## Directions
Check every line of the data below for the string "into", and copy the ones that hold it.
=== Information given ===
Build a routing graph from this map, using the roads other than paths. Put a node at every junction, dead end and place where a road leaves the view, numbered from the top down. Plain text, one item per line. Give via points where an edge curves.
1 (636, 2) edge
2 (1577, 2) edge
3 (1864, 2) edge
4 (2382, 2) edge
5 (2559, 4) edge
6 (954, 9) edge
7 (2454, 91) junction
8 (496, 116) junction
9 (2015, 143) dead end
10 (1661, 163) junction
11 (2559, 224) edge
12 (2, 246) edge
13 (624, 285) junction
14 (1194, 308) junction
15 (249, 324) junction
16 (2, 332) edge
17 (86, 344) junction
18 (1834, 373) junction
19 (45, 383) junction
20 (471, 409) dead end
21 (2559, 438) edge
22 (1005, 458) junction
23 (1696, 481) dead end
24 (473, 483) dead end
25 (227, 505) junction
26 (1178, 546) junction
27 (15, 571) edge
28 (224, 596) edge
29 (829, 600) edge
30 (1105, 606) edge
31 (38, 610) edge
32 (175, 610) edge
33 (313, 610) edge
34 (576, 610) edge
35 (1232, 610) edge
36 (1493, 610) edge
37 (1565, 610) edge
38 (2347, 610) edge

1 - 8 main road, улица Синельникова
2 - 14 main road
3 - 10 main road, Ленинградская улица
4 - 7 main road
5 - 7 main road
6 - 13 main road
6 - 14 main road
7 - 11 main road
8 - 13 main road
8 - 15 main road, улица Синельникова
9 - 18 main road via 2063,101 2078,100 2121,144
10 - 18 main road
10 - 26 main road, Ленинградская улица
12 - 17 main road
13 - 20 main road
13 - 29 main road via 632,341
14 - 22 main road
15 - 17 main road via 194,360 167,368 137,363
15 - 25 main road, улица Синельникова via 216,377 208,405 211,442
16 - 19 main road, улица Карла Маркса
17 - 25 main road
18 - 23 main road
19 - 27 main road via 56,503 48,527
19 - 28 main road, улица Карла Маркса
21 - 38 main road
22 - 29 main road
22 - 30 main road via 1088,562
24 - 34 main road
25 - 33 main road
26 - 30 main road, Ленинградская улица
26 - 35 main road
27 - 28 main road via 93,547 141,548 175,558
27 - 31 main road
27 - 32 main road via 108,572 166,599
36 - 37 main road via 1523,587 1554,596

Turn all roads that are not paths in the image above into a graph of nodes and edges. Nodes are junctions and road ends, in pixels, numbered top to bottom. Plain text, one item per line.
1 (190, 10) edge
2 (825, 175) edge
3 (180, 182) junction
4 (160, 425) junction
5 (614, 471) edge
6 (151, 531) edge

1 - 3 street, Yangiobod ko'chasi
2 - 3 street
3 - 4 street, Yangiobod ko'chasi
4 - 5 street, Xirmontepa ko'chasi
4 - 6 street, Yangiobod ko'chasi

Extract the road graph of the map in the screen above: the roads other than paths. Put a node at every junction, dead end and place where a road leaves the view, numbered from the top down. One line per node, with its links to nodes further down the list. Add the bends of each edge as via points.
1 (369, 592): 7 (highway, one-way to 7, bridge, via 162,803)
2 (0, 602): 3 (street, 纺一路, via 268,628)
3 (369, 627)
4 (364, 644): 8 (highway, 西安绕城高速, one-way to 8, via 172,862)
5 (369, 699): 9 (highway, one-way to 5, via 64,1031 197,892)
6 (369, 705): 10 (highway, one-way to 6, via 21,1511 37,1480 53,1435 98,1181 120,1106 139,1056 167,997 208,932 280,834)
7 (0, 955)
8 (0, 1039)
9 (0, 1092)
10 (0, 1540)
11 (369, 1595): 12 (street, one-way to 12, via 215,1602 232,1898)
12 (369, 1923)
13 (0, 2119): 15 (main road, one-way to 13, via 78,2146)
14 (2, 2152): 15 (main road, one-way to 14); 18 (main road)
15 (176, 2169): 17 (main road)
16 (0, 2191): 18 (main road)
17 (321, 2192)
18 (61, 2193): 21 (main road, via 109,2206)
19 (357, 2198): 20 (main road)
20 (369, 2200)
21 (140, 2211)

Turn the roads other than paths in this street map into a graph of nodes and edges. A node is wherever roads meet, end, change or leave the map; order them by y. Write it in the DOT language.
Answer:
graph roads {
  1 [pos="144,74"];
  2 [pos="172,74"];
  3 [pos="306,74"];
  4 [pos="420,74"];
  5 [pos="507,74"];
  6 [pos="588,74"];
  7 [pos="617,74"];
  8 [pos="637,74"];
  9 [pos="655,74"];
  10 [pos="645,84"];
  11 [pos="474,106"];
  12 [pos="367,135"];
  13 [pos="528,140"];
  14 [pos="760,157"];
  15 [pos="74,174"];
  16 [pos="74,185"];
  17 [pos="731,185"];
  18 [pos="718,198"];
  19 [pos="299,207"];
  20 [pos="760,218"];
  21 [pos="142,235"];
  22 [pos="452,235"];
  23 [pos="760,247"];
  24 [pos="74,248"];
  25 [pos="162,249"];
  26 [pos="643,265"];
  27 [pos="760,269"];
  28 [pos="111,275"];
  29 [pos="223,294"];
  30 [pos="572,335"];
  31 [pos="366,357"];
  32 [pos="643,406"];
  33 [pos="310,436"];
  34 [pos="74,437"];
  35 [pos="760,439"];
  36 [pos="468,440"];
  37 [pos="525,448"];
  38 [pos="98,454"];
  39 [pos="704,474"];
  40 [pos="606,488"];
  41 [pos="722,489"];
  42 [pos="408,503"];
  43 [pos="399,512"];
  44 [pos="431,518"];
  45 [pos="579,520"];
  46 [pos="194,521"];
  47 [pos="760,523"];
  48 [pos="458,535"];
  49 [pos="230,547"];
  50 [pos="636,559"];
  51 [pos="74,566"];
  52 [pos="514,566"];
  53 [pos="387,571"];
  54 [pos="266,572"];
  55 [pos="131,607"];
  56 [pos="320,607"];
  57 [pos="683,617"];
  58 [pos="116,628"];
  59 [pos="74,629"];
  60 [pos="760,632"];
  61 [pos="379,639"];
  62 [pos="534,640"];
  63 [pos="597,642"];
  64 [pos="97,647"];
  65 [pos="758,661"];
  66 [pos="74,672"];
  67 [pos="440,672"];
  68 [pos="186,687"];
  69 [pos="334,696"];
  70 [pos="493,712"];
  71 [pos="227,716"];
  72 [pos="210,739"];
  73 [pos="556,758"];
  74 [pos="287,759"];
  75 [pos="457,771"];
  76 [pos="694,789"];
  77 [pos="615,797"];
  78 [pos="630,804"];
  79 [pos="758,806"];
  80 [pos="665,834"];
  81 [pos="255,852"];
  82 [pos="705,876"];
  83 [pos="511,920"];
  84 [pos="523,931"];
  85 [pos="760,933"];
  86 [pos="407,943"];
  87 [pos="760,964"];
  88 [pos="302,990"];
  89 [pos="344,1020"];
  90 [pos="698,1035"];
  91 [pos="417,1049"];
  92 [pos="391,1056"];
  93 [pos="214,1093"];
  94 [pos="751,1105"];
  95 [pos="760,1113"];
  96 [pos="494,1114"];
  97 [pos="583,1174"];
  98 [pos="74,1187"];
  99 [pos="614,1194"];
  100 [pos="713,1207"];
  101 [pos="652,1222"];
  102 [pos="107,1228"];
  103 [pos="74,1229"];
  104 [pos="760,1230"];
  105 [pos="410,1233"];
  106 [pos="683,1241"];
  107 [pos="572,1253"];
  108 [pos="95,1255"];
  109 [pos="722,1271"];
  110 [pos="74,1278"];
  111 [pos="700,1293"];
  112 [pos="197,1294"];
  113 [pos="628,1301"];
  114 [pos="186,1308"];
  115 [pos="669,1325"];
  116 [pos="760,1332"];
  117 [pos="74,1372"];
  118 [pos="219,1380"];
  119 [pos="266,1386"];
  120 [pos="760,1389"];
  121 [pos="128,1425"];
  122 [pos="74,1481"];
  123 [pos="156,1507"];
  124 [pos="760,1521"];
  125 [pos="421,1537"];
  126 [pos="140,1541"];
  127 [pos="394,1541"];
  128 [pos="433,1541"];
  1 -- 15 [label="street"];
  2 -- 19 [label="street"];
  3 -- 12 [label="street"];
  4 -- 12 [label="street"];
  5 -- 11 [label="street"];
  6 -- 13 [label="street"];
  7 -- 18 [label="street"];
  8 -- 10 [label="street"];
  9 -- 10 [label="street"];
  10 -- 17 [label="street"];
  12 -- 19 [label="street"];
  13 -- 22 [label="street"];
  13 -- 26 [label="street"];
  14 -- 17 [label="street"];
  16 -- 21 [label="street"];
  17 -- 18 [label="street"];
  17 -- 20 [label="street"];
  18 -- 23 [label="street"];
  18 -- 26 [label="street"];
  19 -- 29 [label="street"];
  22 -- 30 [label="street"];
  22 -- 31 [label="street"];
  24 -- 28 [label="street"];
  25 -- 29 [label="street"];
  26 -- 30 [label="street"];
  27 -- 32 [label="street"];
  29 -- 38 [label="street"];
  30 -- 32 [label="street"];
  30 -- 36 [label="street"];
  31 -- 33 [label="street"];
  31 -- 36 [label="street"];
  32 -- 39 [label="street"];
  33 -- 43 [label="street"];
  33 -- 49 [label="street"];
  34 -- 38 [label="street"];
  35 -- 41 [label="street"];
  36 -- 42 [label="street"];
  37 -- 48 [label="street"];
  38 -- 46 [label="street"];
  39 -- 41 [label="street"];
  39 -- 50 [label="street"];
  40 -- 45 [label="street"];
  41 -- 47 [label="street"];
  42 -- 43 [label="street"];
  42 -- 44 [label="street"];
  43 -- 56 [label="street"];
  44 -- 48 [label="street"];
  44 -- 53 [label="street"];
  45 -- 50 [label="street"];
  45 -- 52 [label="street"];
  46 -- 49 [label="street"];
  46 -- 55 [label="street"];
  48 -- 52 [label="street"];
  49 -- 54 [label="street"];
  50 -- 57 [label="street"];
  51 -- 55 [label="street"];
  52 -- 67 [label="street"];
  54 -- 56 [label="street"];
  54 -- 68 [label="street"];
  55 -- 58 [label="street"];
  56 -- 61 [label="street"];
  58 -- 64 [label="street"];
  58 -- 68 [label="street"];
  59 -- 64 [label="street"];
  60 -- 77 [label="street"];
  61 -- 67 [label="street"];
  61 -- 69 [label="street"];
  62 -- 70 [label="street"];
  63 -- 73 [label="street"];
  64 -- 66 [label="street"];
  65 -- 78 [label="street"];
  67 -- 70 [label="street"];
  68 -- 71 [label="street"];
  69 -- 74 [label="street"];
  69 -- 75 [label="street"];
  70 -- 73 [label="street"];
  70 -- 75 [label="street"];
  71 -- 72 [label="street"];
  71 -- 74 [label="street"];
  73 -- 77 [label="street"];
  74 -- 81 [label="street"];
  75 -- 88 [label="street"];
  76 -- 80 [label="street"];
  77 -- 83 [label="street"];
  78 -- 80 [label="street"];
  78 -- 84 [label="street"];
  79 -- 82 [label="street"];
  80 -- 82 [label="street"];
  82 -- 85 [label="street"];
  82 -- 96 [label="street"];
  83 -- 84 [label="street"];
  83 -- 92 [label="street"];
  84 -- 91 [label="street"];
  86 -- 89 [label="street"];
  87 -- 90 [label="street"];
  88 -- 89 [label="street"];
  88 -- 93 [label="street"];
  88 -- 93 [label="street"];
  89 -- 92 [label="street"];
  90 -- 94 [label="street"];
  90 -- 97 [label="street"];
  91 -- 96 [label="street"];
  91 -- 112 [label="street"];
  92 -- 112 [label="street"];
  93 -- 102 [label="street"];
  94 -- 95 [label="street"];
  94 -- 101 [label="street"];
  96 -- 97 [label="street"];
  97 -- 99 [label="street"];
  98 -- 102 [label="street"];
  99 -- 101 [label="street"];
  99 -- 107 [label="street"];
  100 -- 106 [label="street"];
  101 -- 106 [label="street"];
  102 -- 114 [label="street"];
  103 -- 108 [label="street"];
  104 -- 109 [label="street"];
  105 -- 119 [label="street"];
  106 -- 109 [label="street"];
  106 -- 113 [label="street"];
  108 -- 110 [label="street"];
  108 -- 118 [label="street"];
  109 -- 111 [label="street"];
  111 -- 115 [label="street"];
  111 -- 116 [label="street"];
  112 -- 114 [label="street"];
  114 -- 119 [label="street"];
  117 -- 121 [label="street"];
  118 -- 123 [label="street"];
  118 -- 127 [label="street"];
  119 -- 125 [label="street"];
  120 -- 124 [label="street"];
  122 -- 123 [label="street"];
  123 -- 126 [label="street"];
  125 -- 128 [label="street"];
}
===
## Expected answer
Turn all roads that are not paths in the image above into a graph of nodes and edges. Nodes are junctions and road ends, in pixels, numbered top to bottom. Plain text, one item per line.
Turn the roads other than paths in this street map into a graph of nodes and edges. A node is wherever roads meet, end, change or leave the map; order them by y. Write it in the DOT language.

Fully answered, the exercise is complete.